CONTRE EBOLA, L’ALTRUISME RATIONNEL

Le déluge d’informations qu’engendre depuis quelques semaines l’épidémie d’Ebola pourrait étonner : de fait, cette maladie provoque, là même où elle sévit, beaucoup moins de morts que bien d’autres affections, à commencer par le choléra. Son impact médiatique se justifie cependant par son caractère épouvantable, par l’absence de vaccin et de médicaments efficaces et par le fait qu’elle pourrait devenir encore plus terrible, et toucher, bientôt, nos pays.

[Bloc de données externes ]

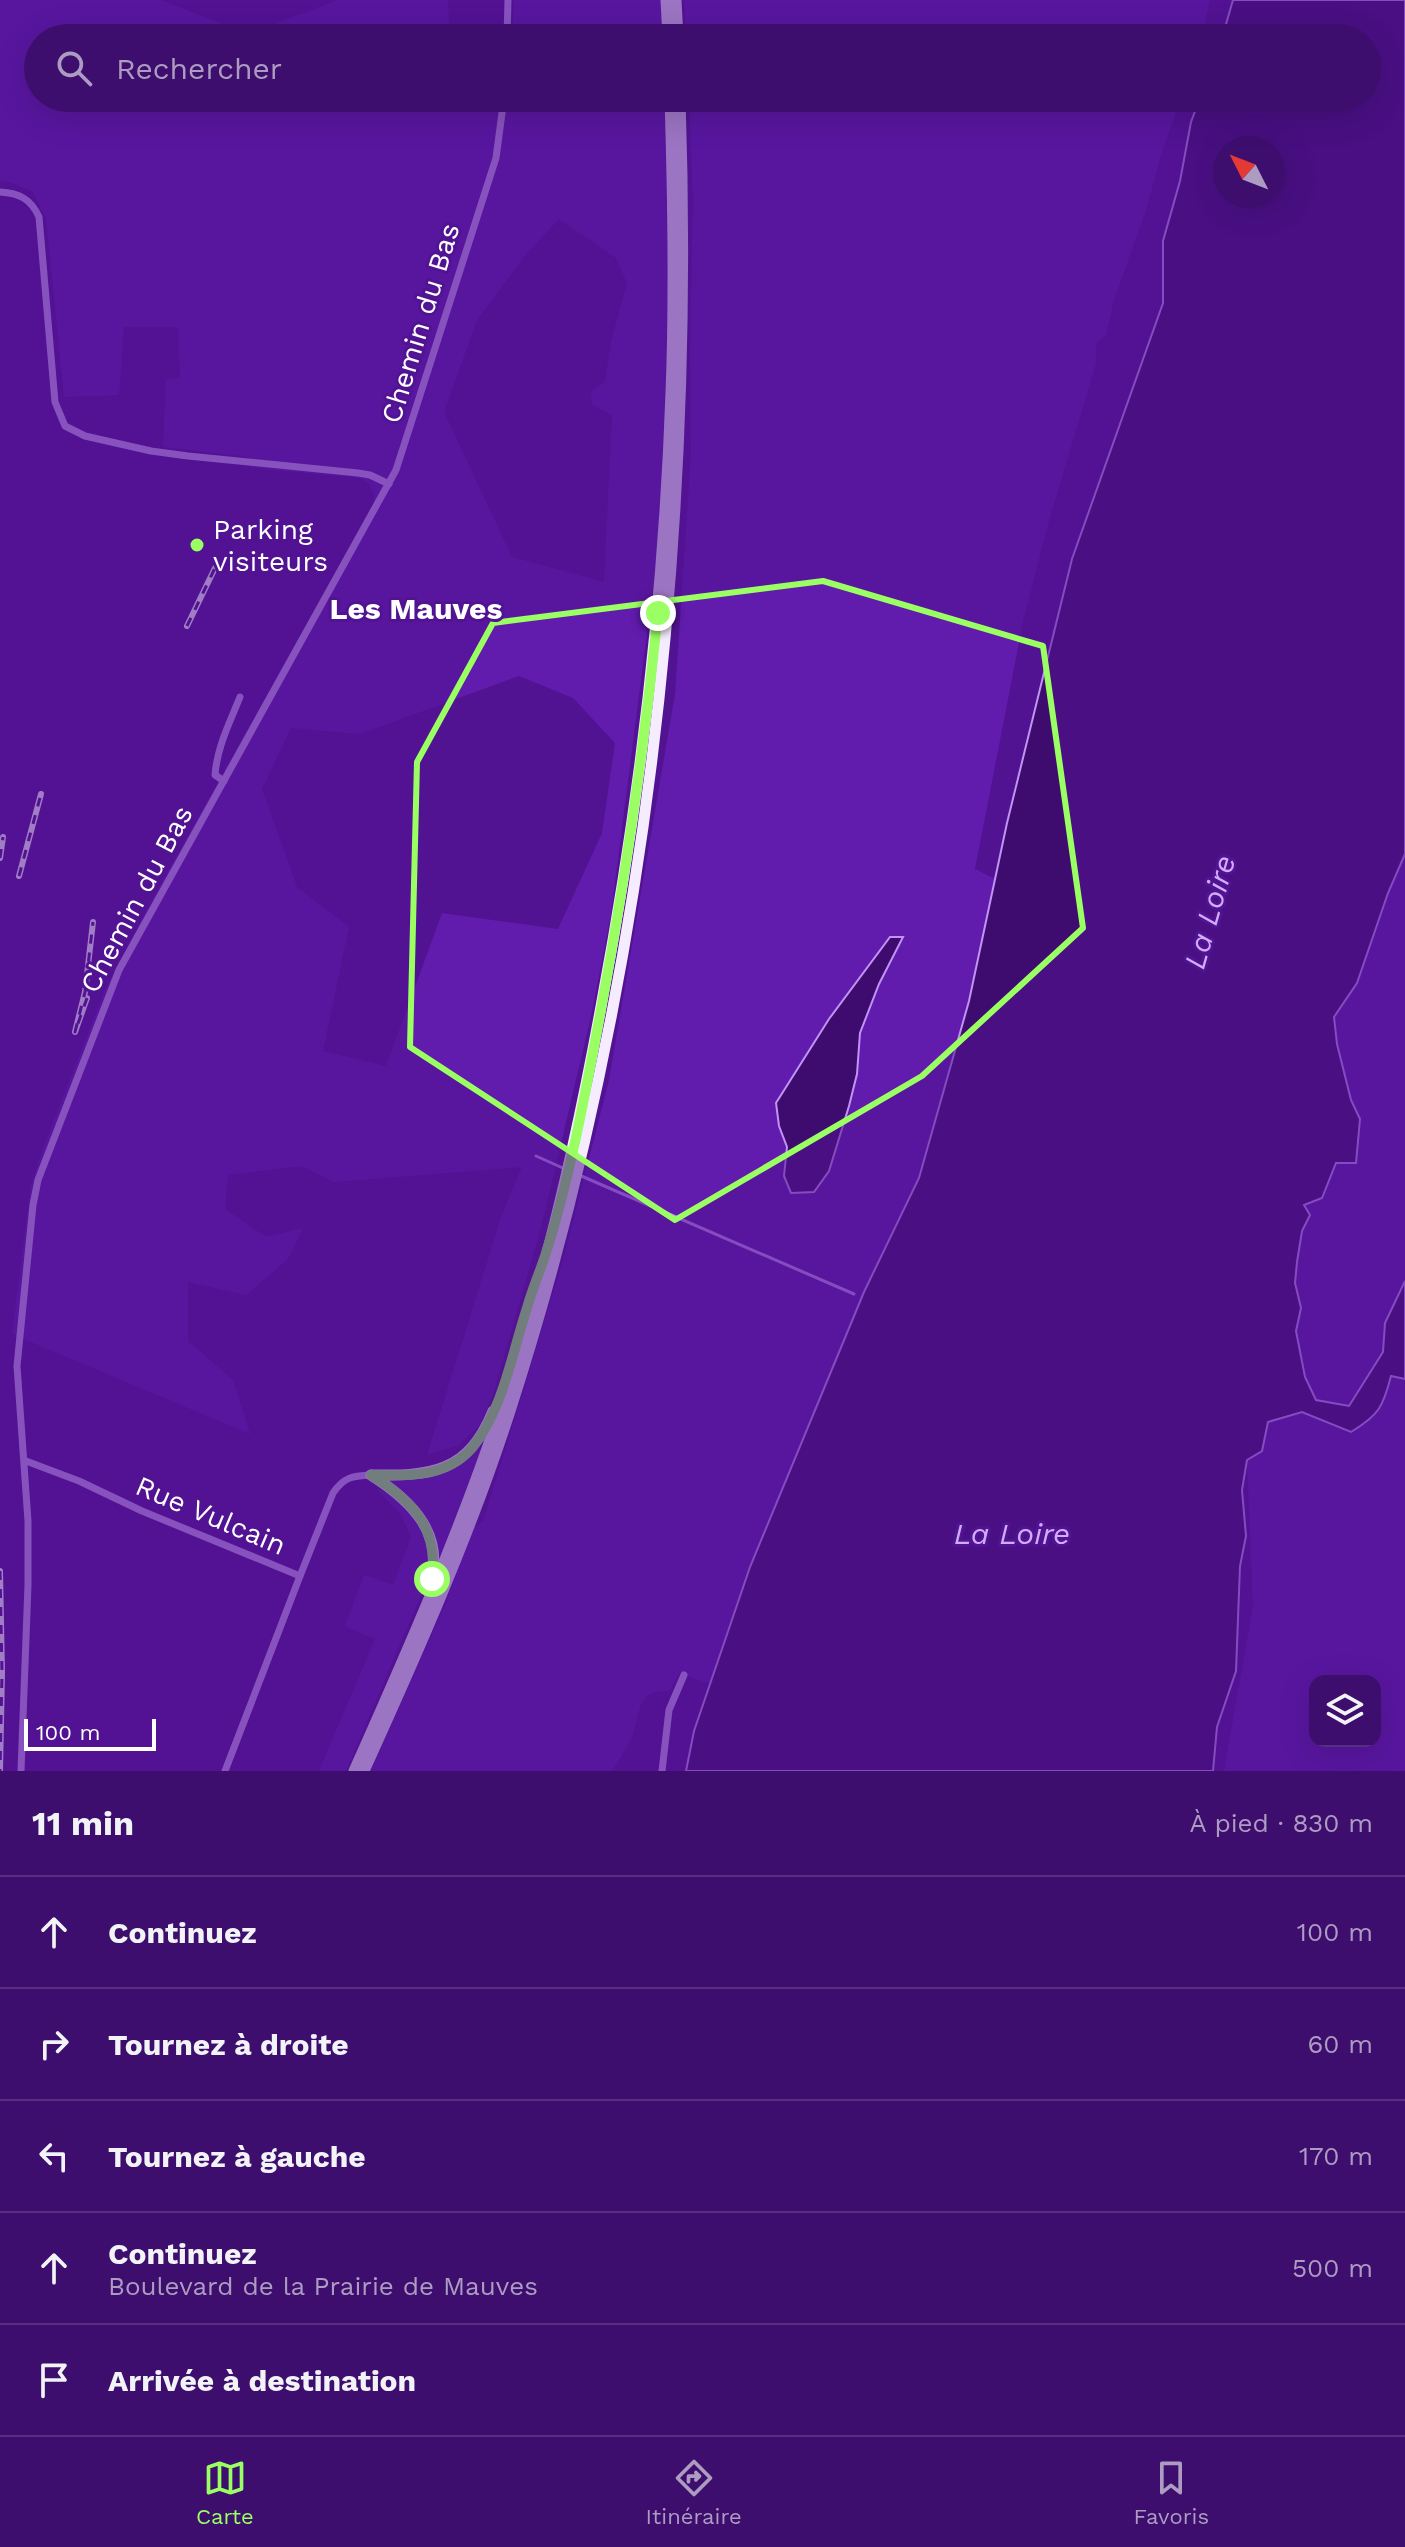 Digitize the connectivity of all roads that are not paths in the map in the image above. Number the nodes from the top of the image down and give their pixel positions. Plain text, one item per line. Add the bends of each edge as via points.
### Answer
1 (508, 0) edge
2 (666, 0) edge
3 (676, 0) edge
4 (507, 24) edge
5 (667, 24) edge
6 (677, 24) edge
7 (502, 112) edge
8 (670, 112) edge
9 (680, 112) edge
10 (0, 192) edge
11 (389, 484) junction
12 (240, 697) dead end
13 (224, 781) junction
14 (544, 1259) junction
15 (26, 1461) junction
16 (371, 1475) junction
17 (300, 1576) junction
18 (684, 1675) dead end
19 (21, 1771) edge
20 (225, 1771) edge
21 (352, 1771) edge
22 (364, 1771) edge
23 (662, 1771) edge

1 - 4 street
2 - 5 main road
3 - 6 main road
7 - 11 street, Chemin du Bas via 496,158
8 - 14 main road via 671,391 651,683 619,913 580,1113
9 - 22 main road via 683,277 667,620 638,851 600,1069 549,1282 509,1415 441,1599
10 - 11 street via 25,198 39,217 55,402 71,431 151,451 329,468
11 - 13 street, Chemin du Bas
12 - 13 street via 217,762 215,775
13 - 15 street, Chemin du Bas via 119,970 38,1180 17,1366
14 - 16 main road via 498,1398 472,1448 430,1473
14 - 21 main road via 500,1411 438,1580
15 - 17 street, Rue Vulcain
15 - 19 street, Chemin du Bas
16 - 17 street, Rue Vulcain via 341,1481
16 - 21 main road via 413,1507 427,1530 434,1565
17 - 20 street
18 - 23 street via 669,1710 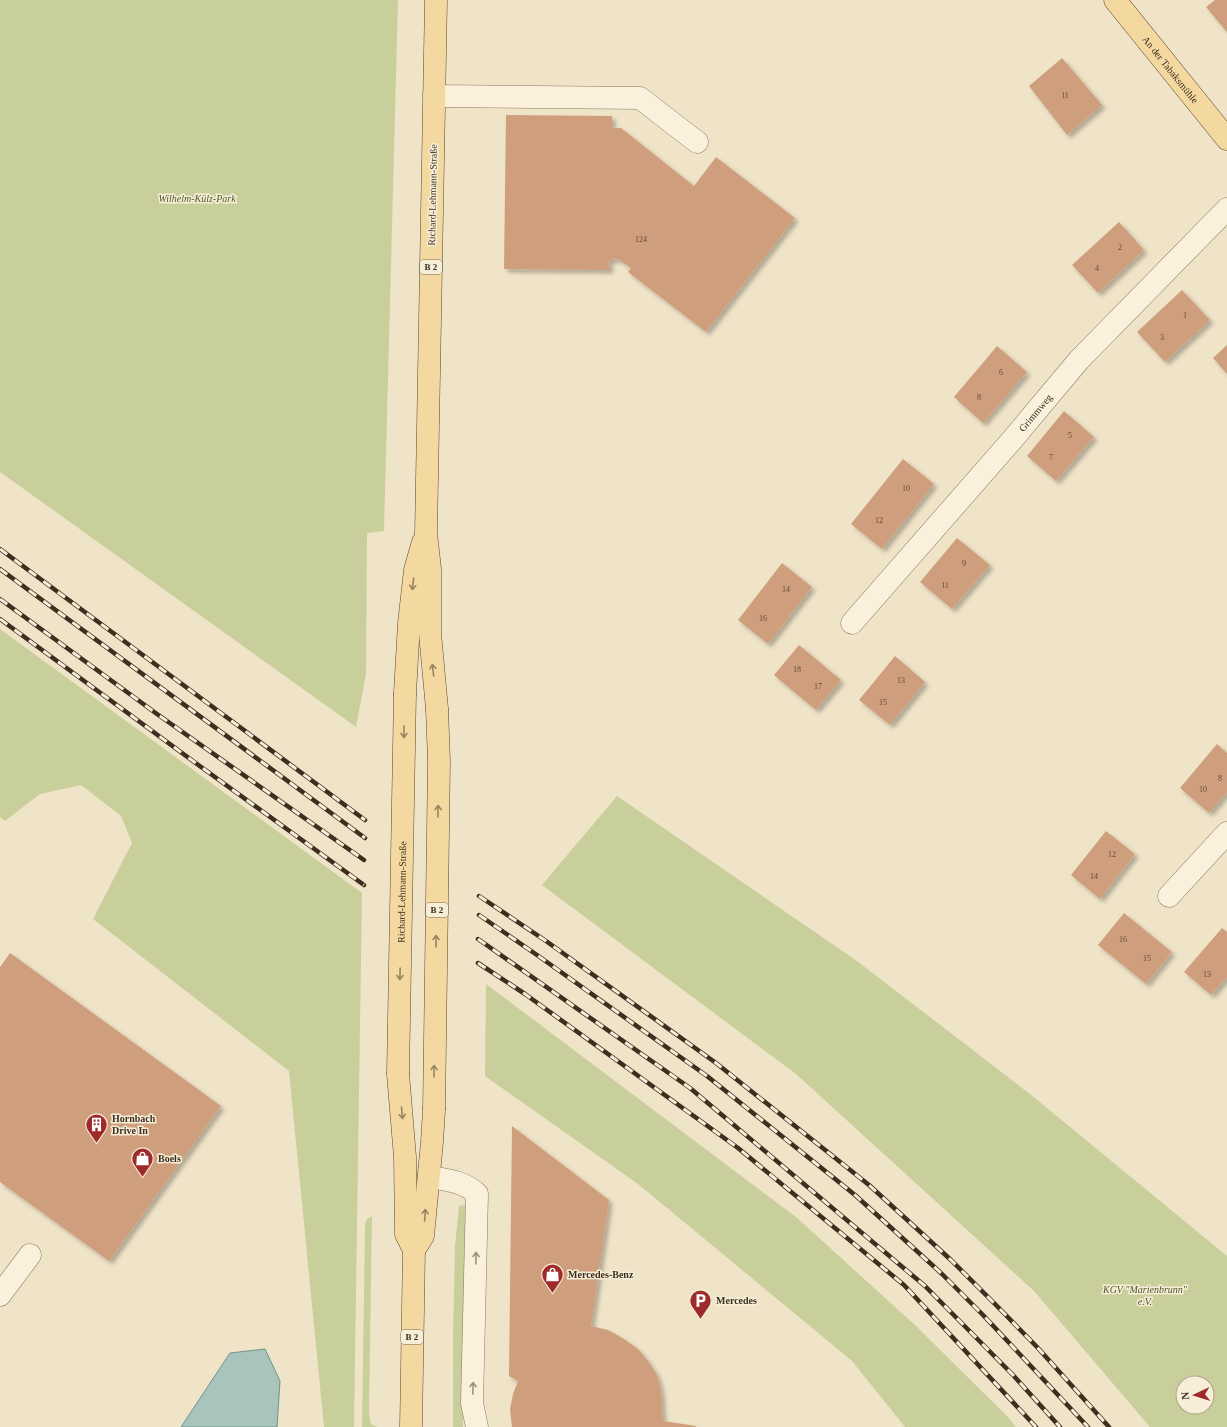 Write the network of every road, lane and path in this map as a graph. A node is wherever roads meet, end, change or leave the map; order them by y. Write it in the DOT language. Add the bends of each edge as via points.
graph roads {
  1 [pos="436,0"];
  2 [pos="1115,0"];
  3 [pos="434,96"];
  4 [pos="1227,140"];
  5 [pos="697,142"];
  6 [pos="1227,209"];
  7 [pos="426,533"];
  8 [pos="852,623"];
  9 [pos="1227,833"];
  10 [pos="1169,896"];
  11 [pos="429,1177"];
  12 [pos="414,1250"];
  13 [pos="30,1255"];
  14 [pos="0,1295"];
  15 [pos="411,1427"];
  16 [pos="477,1427"];
  1 -- 3 [label="main road, Richard-Lehmann-Straße / B 2"];
  2 -- 4 [label="main road, An der Tabaksmühle"];
  3 -- 5 [label="street" via="640,98"];
  3 -- 7 [label="main road, Richard-Lehmann-Straße / B 2"];
  6 -- 8 [label="street, Grimmweg" via="1079,360"];
  11 -- 7 [label="main road, Richard-Lehmann-Straße / B 2, one-way, bridge" via="434,1110 439,761 430,633 430,568"];
  7 -- 12 [label="main road, Richard-Lehmann-Straße / B 2, one-way, bridge" via="415,570 405,693 398,1074 405,1157 406,1234"];
  9 -- 10 [label="street"];
  12 -- 11 [label="main road, Richard-Lehmann-Straße / B 2, one-way" via="423,1236"];
  16 -- 11 [label="street, one-way" via="472,1403 477,1194 471,1187"];
  12 -- 15 [label="main road, Richard-Lehmann-Straße / B 2"];
  13 -- 14 [label="street"];
} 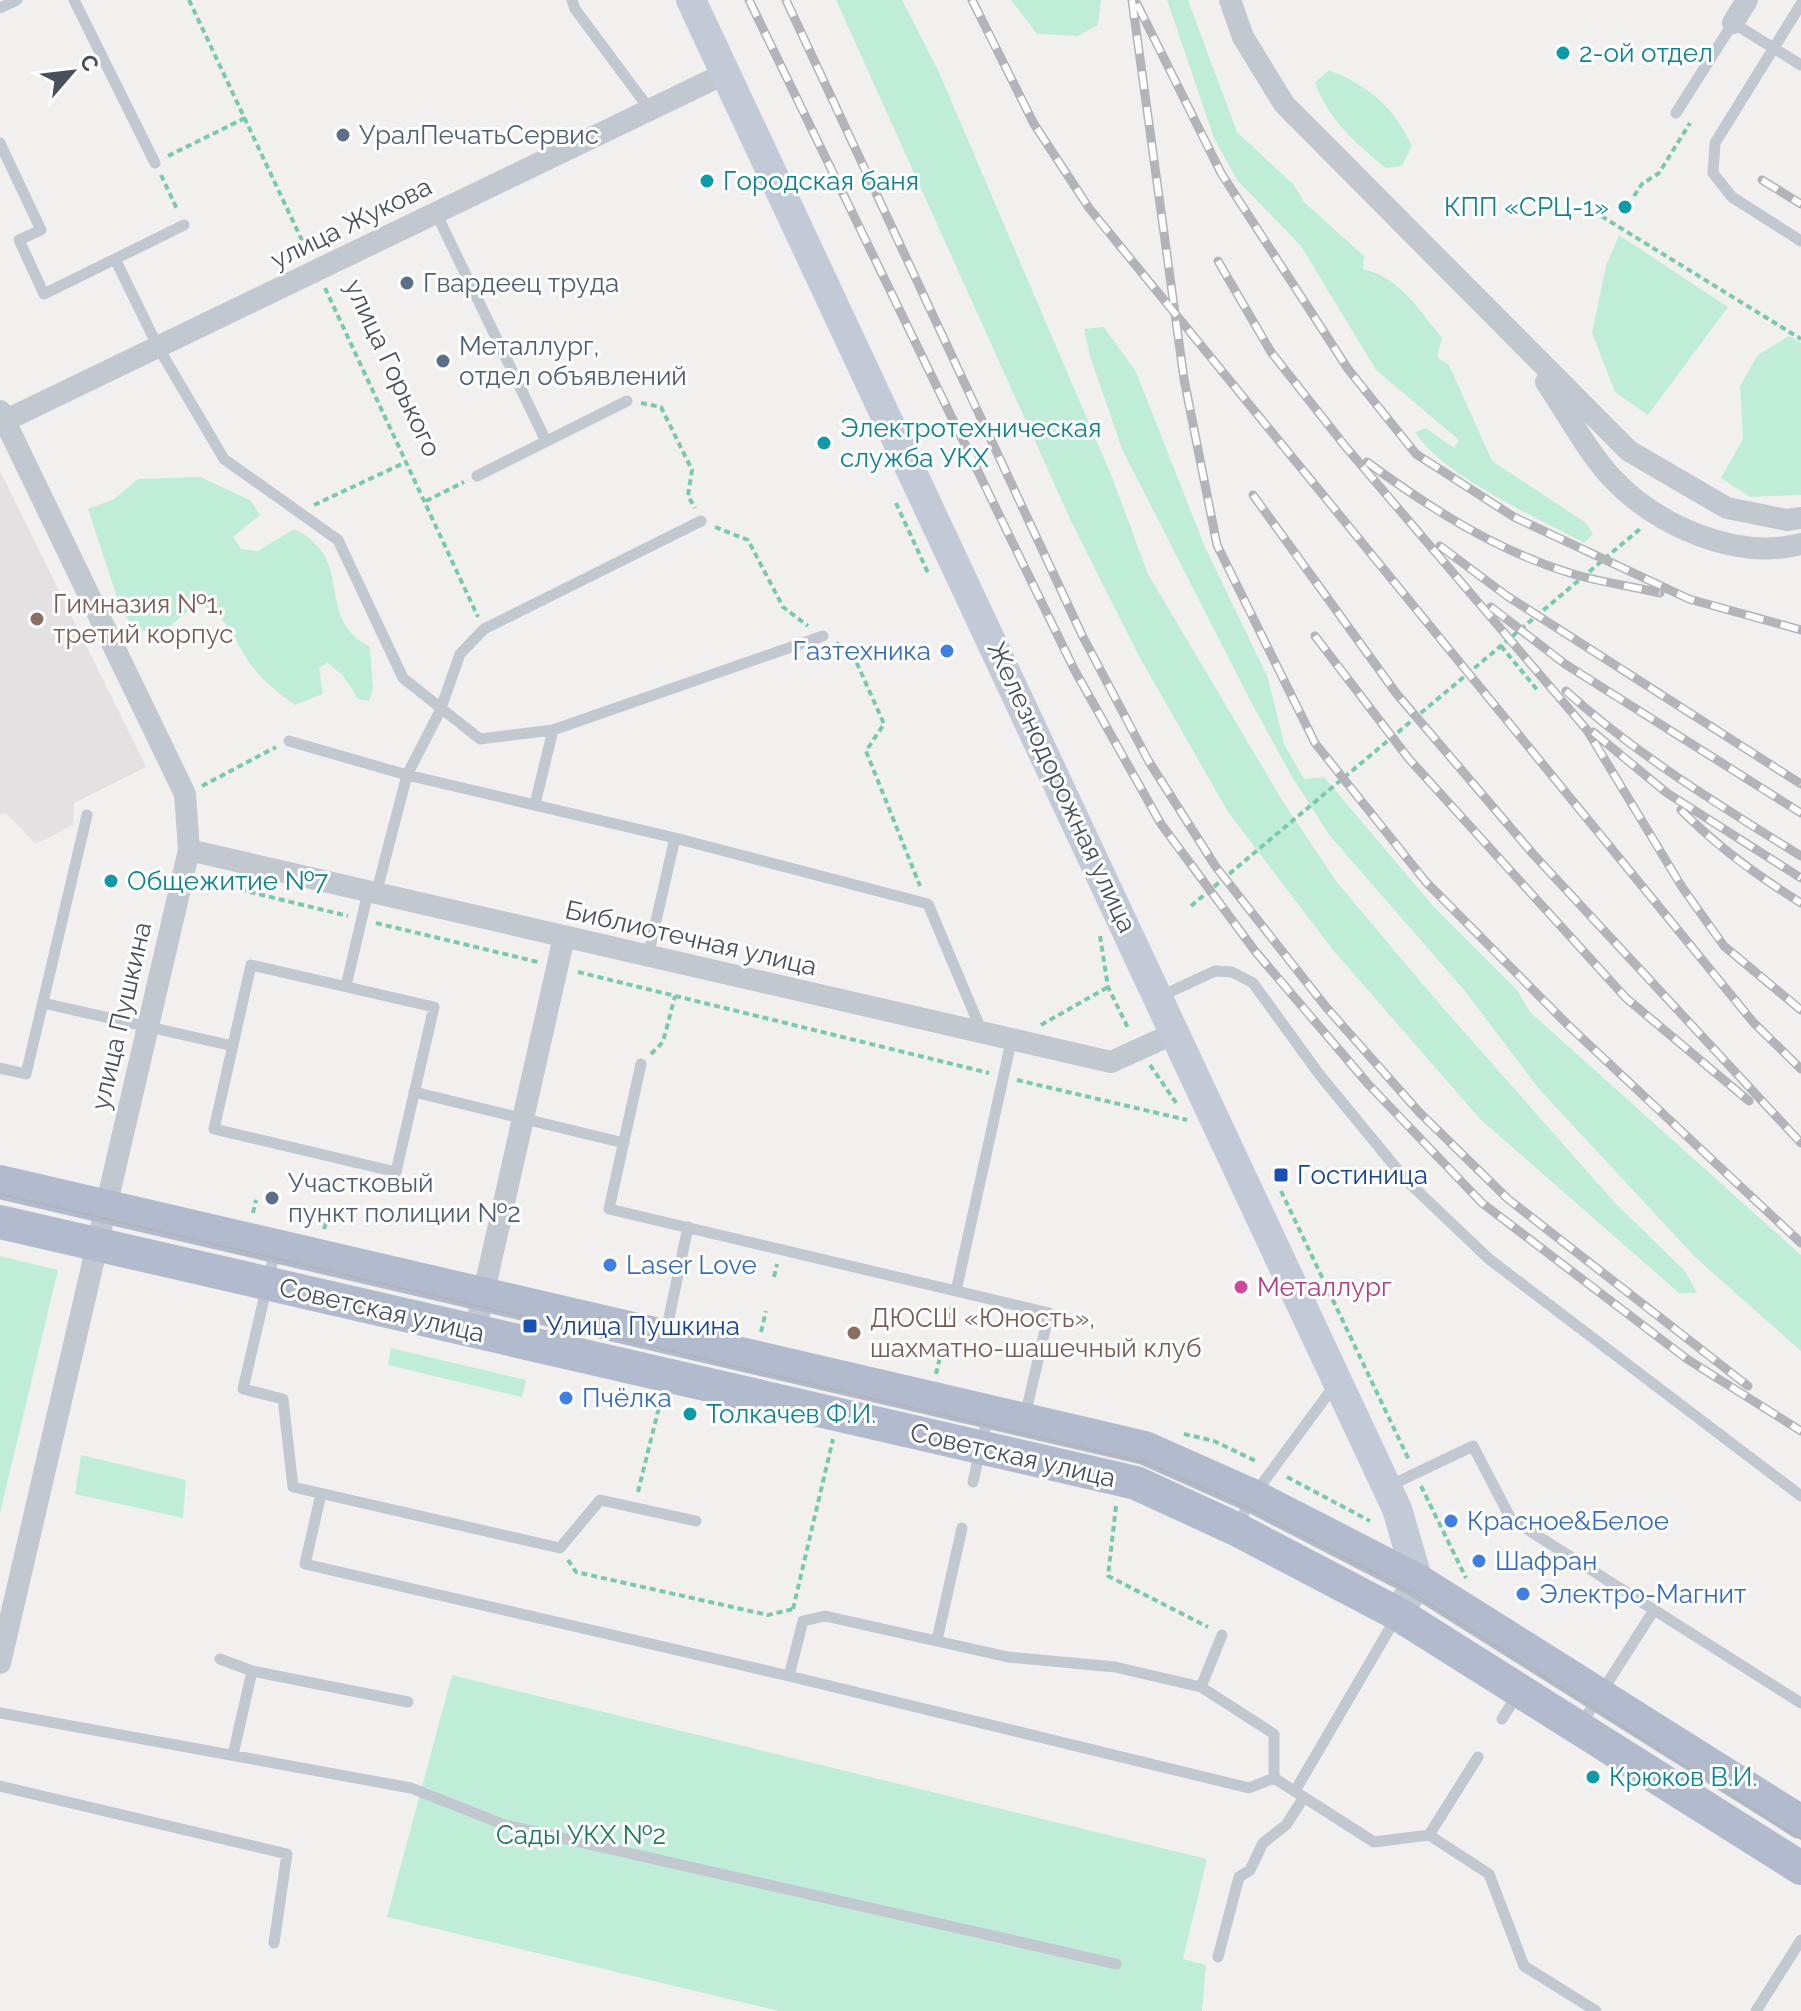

Chacun, en Occident, se focalise sur la réponse d’urgence, en se barricadant, en fermant plus ou moins ses frontières ; par des mesures souvent plus médiatiques qu’efficaces, en croyant qu’on peut se contenter de s’isoler des pays touchés. C’est absurde : si les liaisons aériennes sont interrompues, ils ne pourront bientôt plus recevoir les moyens de vivre ni de contrôler leurs propres frontières, et le virus se répandra dans tous les Etats voisins. Interdira-t-on alors les vols venus d’Abidjan ? De Lagos ? D’Accra ? De Dakar ? Cela serait tout aussi vain : qu’on ne s’y trompe pas, les habitants de ces pays auront toujours les moyens d’aller vers le reste du monde, par mille moyens, par mille escales.

Il faut donc prendre le problème autrement et leur apporter d’urgence, dans notre propre intérêt, les moyens de maîtriser l’épidémie. Cela veut dire, d’abord, leur dépêcher le plus grand nombre de personnels de santé, volontaires et bien formés, y compris militaires, à l’image de ce que font les Cubains, qui ont envoyé quelque 450 médecins et infirmiers en Sierra Leone, au Liberia et en Guinée, ce qui correspond à 12 000 pour les Etats-Unis (qui ont annoncé l’envoi de 4 000 personnels de santé militaire) et à 22 500 pour l’Union européenne (qui a pour l’instant laissé cette charge aux seules ONG, à l’exception de quelques médecins de l’armée britannique). Il serait à l’honneur d’une Commission européenne finissante de proposer cette intervention, et d’expliquer aux Etats membres que, dans cette situation comme dans beaucoup d’autres, nous, Européens, avons intérêt à être altruistes. Que l’altruisme rationnel est la forme la plus intelligente de l’égoïsme. Et que ce n’est qu’à ce prix que nous serons protégés d’un tel péril.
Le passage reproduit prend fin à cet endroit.